*** Block opens ***

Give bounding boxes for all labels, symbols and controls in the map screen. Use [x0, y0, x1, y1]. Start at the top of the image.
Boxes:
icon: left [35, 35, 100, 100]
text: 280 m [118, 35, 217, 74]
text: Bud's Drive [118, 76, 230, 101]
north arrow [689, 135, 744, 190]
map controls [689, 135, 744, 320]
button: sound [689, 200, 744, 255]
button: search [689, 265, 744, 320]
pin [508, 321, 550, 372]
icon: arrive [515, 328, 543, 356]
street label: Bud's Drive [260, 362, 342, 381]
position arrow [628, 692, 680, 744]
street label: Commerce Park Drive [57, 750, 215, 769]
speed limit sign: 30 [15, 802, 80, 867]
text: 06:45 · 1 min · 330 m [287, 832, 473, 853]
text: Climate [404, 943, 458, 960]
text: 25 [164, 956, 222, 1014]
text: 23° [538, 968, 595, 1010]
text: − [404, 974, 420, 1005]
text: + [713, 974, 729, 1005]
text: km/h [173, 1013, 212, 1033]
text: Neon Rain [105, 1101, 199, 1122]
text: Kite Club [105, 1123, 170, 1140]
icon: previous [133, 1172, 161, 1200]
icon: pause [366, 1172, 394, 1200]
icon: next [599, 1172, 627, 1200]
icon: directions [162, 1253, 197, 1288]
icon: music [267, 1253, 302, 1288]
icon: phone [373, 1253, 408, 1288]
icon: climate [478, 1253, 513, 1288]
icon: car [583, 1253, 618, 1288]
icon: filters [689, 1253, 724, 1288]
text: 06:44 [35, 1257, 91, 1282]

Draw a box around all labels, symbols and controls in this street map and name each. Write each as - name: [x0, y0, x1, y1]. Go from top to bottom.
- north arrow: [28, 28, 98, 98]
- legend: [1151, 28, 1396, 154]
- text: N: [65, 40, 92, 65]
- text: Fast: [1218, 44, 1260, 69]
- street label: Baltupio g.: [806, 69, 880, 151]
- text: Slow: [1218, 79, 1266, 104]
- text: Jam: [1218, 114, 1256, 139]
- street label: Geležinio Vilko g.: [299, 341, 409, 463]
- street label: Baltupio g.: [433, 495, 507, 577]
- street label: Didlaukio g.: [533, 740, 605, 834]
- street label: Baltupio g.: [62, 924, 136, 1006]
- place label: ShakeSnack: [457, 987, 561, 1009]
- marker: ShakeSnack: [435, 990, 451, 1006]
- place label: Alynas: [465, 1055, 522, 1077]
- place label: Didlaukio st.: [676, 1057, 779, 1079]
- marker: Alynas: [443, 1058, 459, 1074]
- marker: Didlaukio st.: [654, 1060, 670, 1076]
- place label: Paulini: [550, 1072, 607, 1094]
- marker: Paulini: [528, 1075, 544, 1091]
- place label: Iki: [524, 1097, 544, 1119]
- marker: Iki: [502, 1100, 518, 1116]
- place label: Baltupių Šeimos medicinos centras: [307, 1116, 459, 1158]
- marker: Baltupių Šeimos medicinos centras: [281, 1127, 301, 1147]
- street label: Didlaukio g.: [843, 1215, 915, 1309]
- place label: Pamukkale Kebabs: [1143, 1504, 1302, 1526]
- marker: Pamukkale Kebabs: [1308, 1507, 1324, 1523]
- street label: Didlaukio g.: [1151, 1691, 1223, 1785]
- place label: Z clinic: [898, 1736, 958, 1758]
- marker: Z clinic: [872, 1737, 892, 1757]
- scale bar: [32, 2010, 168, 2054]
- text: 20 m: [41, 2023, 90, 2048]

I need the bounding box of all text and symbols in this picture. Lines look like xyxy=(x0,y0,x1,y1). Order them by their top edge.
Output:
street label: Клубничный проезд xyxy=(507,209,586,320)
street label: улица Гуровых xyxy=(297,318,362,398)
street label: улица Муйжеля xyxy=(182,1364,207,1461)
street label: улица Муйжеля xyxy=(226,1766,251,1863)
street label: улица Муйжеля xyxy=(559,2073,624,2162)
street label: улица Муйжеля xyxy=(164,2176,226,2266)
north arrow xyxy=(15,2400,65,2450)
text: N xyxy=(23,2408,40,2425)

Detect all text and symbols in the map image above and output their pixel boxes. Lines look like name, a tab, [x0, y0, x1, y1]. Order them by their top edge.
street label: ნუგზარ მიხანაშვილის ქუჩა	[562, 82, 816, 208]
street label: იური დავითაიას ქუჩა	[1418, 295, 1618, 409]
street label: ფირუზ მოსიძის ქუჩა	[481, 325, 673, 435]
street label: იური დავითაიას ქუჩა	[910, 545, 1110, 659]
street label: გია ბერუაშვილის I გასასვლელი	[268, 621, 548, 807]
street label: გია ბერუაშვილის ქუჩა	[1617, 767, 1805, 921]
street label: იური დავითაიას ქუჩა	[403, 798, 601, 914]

*** Block closes ***

For each record above, give it again without a single change.

Give bounding boxes for all labels, symbols and controls in the map screen. Use [x0, y0, x1, y1]. Start at the top of the image.
Boxes:
icon: left [35, 35, 100, 100]
text: 280 m [118, 35, 217, 74]
text: Bud's Drive [118, 76, 230, 101]
north arrow [689, 135, 744, 190]
map controls [689, 135, 744, 320]
button: sound [689, 200, 744, 255]
button: search [689, 265, 744, 320]
pin [508, 321, 550, 372]
icon: arrive [515, 328, 543, 356]
street label: Bud's Drive [260, 362, 342, 381]
position arrow [628, 692, 680, 744]
street label: Commerce Park Drive [57, 750, 215, 769]
speed limit sign: 30 [15, 802, 80, 867]
text: 06:45 · 1 min · 330 m [287, 832, 473, 853]
text: Climate [404, 943, 458, 960]
text: 25 [164, 956, 222, 1014]
text: 23° [538, 968, 595, 1010]
text: − [404, 974, 420, 1005]
text: + [713, 974, 729, 1005]
text: km/h [173, 1013, 212, 1033]
text: Neon Rain [105, 1101, 199, 1122]
text: Kite Club [105, 1123, 170, 1140]
icon: previous [133, 1172, 161, 1200]
icon: pause [366, 1172, 394, 1200]
icon: next [599, 1172, 627, 1200]
icon: directions [162, 1253, 197, 1288]
icon: music [267, 1253, 302, 1288]
icon: phone [373, 1253, 408, 1288]
icon: climate [478, 1253, 513, 1288]
icon: car [583, 1253, 618, 1288]
icon: filters [689, 1253, 724, 1288]
text: 06:44 [35, 1257, 91, 1282]

Draw a box around all labels, symbols and controls in this street map and name each. Write each as - name: [x0, y0, x1, y1]. Go from top to bottom.
- north arrow: [28, 28, 98, 98]
- legend: [1151, 28, 1396, 154]
- text: N: [65, 40, 92, 65]
- text: Fast: [1218, 44, 1260, 69]
- street label: Baltupio g.: [806, 69, 880, 151]
- text: Slow: [1218, 79, 1266, 104]
- text: Jam: [1218, 114, 1256, 139]
- street label: Geležinio Vilko g.: [299, 341, 409, 463]
- street label: Baltupio g.: [433, 495, 507, 577]
- street label: Didlaukio g.: [533, 740, 605, 834]
- street label: Baltupio g.: [62, 924, 136, 1006]
- place label: ShakeSnack: [457, 987, 561, 1009]
- marker: ShakeSnack: [435, 990, 451, 1006]
- place label: Alynas: [465, 1055, 522, 1077]
- place label: Didlaukio st.: [676, 1057, 779, 1079]
- marker: Alynas: [443, 1058, 459, 1074]
- marker: Didlaukio st.: [654, 1060, 670, 1076]
- place label: Paulini: [550, 1072, 607, 1094]
- marker: Paulini: [528, 1075, 544, 1091]
- place label: Iki: [524, 1097, 544, 1119]
- marker: Iki: [502, 1100, 518, 1116]
- place label: Baltupių Šeimos medicinos centras: [307, 1116, 459, 1158]
- marker: Baltupių Šeimos medicinos centras: [281, 1127, 301, 1147]
- street label: Didlaukio g.: [843, 1215, 915, 1309]
- place label: Pamukkale Kebabs: [1143, 1504, 1302, 1526]
- marker: Pamukkale Kebabs: [1308, 1507, 1324, 1523]
- street label: Didlaukio g.: [1151, 1691, 1223, 1785]
- place label: Z clinic: [898, 1736, 958, 1758]
- marker: Z clinic: [872, 1737, 892, 1757]
- scale bar: [32, 2010, 168, 2054]
- text: 20 m: [41, 2023, 90, 2048]

I need the bounding box of all text and symbols in this picture. Lines look like xyxy=(x0,y0,x1,y1). Order them by their top edge.
Output:
street label: Клубничный проезд xyxy=(507,209,586,320)
street label: улица Гуровых xyxy=(297,318,362,398)
street label: улица Муйжеля xyxy=(182,1364,207,1461)
street label: улица Муйжеля xyxy=(226,1766,251,1863)
street label: улица Муйжеля xyxy=(559,2073,624,2162)
street label: улица Муйжеля xyxy=(164,2176,226,2266)
north arrow xyxy=(15,2400,65,2450)
text: N xyxy=(23,2408,40,2425)

Detect all text and symbols in the map image above and output their pixel boxes. Lines look like name, a tab, [x0, y0, x1, y1]. Order them by their top edge.
street label: ნუგზარ მიხანაშვილის ქუჩა	[562, 82, 816, 208]
street label: იური დავითაიას ქუჩა	[1418, 295, 1618, 409]
street label: ფირუზ მოსიძის ქუჩა	[481, 325, 673, 435]
street label: იური დავითაიას ქუჩა	[910, 545, 1110, 659]
street label: გია ბერუაშვილის I გასასვლელი	[268, 621, 548, 807]
street label: გია ბერუაშვილის ქუჩა	[1617, 767, 1805, 921]
street label: იური დავითაიას ქუჩა	[403, 798, 601, 914]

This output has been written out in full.